■ HOW TO COMPLETE THIS TASK
From the line that contains "middle dip: (863, 363)" to the final line of the entries, return every line exactly and leave out all others.

■ Keypoint coordinate data
--------

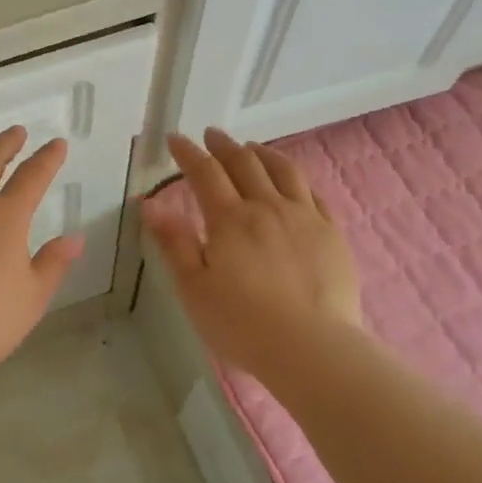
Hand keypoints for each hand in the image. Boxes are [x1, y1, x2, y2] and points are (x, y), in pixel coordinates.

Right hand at [141, 128, 362, 376]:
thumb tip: (150, 202)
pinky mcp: (332, 234)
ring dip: (263, 153)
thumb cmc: (242, 323)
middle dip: (224, 146)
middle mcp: (268, 208)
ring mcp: (305, 218)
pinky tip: (292, 183)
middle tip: (212, 135)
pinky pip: (314, 194)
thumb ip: (174, 242)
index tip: (175, 139)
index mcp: (230, 220)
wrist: (312, 347)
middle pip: (245, 164)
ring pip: (284, 171)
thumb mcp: (194, 288)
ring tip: (252, 148)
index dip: (188, 153)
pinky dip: (296, 179)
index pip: (205, 173)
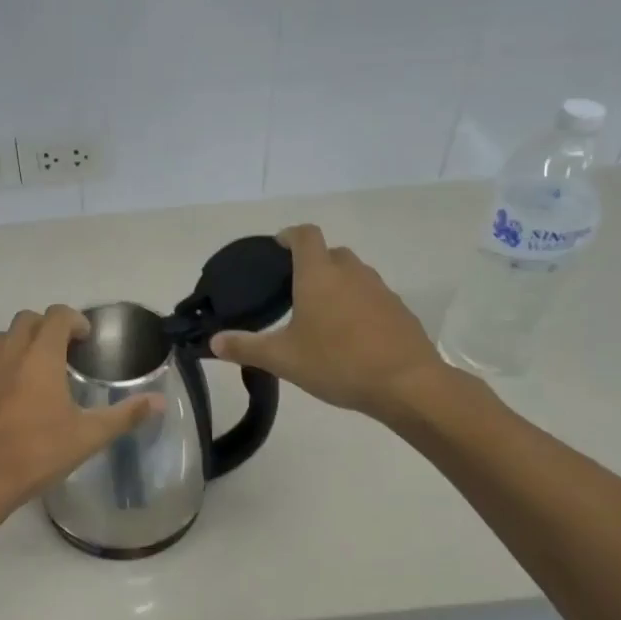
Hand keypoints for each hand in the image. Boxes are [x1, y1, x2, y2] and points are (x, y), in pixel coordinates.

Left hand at [0, 306, 162, 525]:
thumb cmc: (36, 454)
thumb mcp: (88, 437)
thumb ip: (125, 415)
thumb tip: (159, 401)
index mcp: (41, 357)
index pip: (57, 315)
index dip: (75, 320)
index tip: (86, 339)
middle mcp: (9, 355)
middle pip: (27, 320)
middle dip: (47, 326)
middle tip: (65, 351)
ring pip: (2, 340)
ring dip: (22, 343)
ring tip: (38, 371)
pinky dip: (1, 370)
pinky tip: (10, 400)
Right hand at [212, 225, 456, 422]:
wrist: (406, 384)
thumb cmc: (337, 363)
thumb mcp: (283, 359)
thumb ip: (246, 347)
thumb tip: (213, 342)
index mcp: (319, 275)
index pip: (305, 235)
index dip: (289, 235)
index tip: (277, 247)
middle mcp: (351, 272)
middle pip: (330, 253)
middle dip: (312, 263)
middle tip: (293, 289)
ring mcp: (380, 289)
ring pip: (354, 274)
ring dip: (337, 284)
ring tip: (320, 314)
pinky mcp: (399, 310)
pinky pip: (372, 296)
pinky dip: (357, 305)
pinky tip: (349, 335)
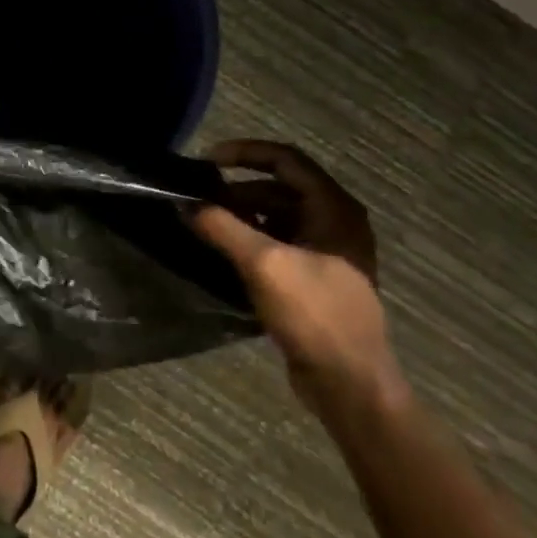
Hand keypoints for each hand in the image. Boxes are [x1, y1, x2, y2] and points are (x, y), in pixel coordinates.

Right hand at [192, 140, 405, 419]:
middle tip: (200, 198)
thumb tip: (185, 204)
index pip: (286, 160)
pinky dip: (251, 240)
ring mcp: (328, 252)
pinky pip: (279, 243)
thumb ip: (222, 227)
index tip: (206, 160)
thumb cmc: (314, 314)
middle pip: (280, 188)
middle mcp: (336, 222)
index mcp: (334, 209)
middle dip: (237, 189)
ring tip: (206, 224)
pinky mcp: (316, 278)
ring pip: (278, 216)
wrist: (351, 385)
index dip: (245, 152)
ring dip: (242, 215)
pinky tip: (224, 252)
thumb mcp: (263, 264)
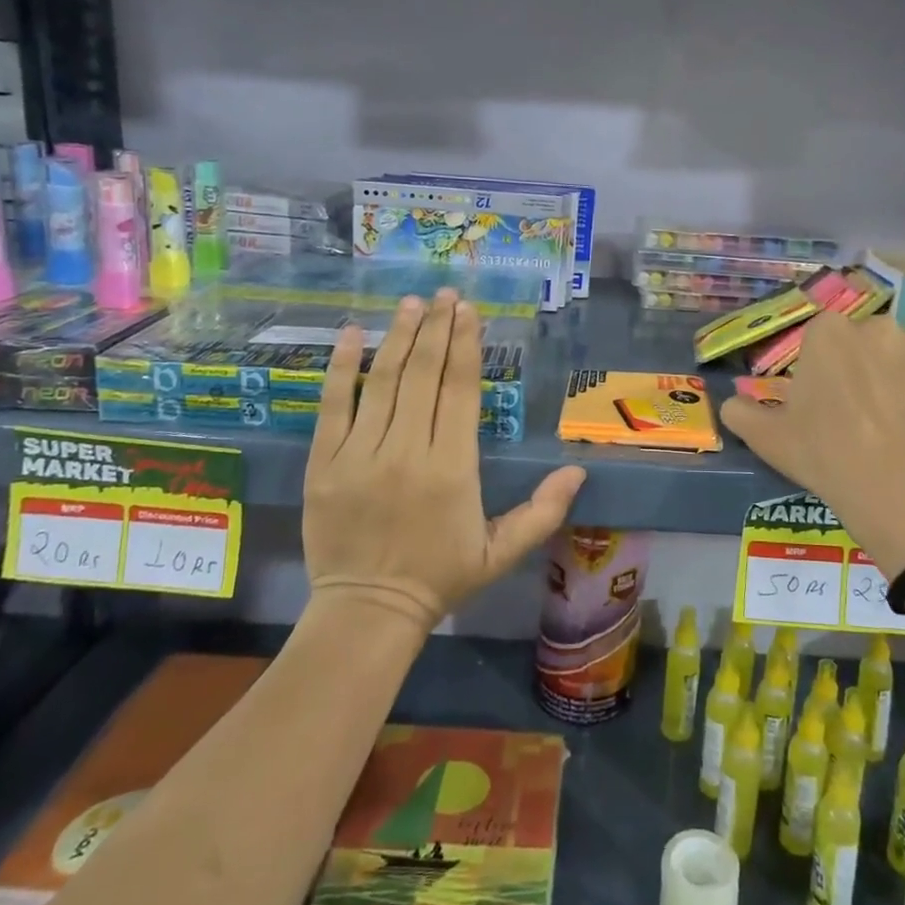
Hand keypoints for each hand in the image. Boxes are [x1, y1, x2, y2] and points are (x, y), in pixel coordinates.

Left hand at [302, 289, 586, 630]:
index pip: (460, 390)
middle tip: (445, 293)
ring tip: (413, 303)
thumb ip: (543, 511)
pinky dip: (342, 367)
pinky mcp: (325, 462)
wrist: (367, 611)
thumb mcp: (501, 552)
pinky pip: (333, 405)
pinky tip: (354, 333)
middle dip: (438, 329)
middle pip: (424, 375)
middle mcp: (408, 450)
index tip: (469, 312)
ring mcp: (361, 454)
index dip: (466, 346)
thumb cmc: (440, 577)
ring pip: (383, 381)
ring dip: (400, 337)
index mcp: (453, 468)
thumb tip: (579, 470)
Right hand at [719, 305, 904, 576]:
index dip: (824, 368)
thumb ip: (742, 414)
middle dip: (863, 363)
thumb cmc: (825, 455)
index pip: (822, 338)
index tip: (827, 399)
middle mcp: (870, 325)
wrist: (896, 484)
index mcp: (824, 335)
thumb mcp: (769, 440)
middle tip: (865, 407)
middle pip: (864, 337)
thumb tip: (729, 404)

--------

■ WORKED SOLUTION
middle dip: (863, 363)
thumb cmc: (825, 455)
index pip: (822, 338)
index tip: (827, 399)
middle mcp: (870, 325)
wrist: (896, 484)
index mcp: (824, 335)
thumb mcp: (769, 440)
middle tip: (865, 407)
middle pip: (864, 337)
thumb tip: (729, 404)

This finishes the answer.